Gnaphosa conspersa.—Half an inch long and rusty black in color. In alcohol the legs and cephalothorax are dark reddish brown and the abdomen gray. The whole body is covered with fine black hairs. The cephalothorax and abdomen are about the same size and a little flattened. The legs are stout and all nearly the same length. The upper row of eyes is nearly straight and the lateral eyes much farther from the middle pair than these are from each other [(fig. 3)]. The middle eyes are oval and oblique, diverging toward the front. The maxillæ are large, and rounded on the outer corners. The mandibles are large and strong, with a wide, flat, serrated tooth [(fig. 5)] under the claw. The cocoon is white and flat, with a diameter as great as the length of the spider. The female, as far as I have observed, makes no nest, but partly lines with silk a shallow hole, in which she nurses her cocoon. It lives under stones and leaves as far north as the White Mountains and west to the Rocky Mountains in British Columbia, and on the Pacific coast in Oregon. A smaller and similar species, Gnaphosa brumalis, lives on the top of Mount Washington and as far north as Labrador.

Pythonissa imbecilla.—About quarter of an inch long, bright orange brown on the cephalothorax and legs and blue black on the abdomen, with a few white hairs around the muscular spots.

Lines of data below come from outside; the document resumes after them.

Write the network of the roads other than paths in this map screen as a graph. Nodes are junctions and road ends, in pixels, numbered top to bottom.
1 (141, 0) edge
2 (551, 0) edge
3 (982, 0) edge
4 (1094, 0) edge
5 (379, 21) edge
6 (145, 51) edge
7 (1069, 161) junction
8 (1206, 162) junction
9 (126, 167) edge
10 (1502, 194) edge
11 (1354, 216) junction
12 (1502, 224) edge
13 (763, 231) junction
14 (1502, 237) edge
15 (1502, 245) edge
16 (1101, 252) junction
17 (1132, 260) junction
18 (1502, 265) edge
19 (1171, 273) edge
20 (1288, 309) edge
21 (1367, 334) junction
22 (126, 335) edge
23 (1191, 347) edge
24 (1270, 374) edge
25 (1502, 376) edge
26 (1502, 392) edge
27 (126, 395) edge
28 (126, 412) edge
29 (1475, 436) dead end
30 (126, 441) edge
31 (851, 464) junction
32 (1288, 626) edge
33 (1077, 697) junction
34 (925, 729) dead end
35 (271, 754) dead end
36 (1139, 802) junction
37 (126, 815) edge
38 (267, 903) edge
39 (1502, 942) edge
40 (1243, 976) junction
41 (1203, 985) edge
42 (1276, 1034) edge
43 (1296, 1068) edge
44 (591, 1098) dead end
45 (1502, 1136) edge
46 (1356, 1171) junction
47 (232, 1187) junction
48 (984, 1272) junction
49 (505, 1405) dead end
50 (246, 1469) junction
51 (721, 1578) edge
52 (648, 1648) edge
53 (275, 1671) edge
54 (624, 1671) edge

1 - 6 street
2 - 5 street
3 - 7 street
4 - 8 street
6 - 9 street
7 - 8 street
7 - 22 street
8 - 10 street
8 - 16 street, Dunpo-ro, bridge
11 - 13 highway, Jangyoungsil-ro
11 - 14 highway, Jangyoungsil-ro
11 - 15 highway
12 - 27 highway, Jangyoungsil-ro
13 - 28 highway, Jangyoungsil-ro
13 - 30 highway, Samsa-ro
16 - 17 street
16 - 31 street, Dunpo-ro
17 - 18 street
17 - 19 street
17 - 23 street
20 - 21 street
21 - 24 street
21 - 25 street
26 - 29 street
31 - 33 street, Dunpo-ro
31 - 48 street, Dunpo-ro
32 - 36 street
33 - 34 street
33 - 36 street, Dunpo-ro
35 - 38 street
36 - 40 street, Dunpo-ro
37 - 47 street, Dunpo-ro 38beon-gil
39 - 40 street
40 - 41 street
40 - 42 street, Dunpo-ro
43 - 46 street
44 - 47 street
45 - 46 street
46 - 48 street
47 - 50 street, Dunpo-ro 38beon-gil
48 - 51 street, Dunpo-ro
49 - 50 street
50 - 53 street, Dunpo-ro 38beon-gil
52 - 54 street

The legs are covered with fine long hairs a little darker in color than the skin. The cephalothorax is wide behind and more narrowed in front than in Gnaphosa. The eyes [(fig. 6)] are close together, and the lateral eyes of both rows are larger than the middle pairs and a little farther back on the head. The maxillæ [(fig. 8)] are short and wide, and bent toward each other so that they nearly meet in front of the labium. The front edges are nearly straight and the outer corners only slightly rounded. The sternum is wide and almost circular. The tarsus of the female palpi tapers from the base to the tip.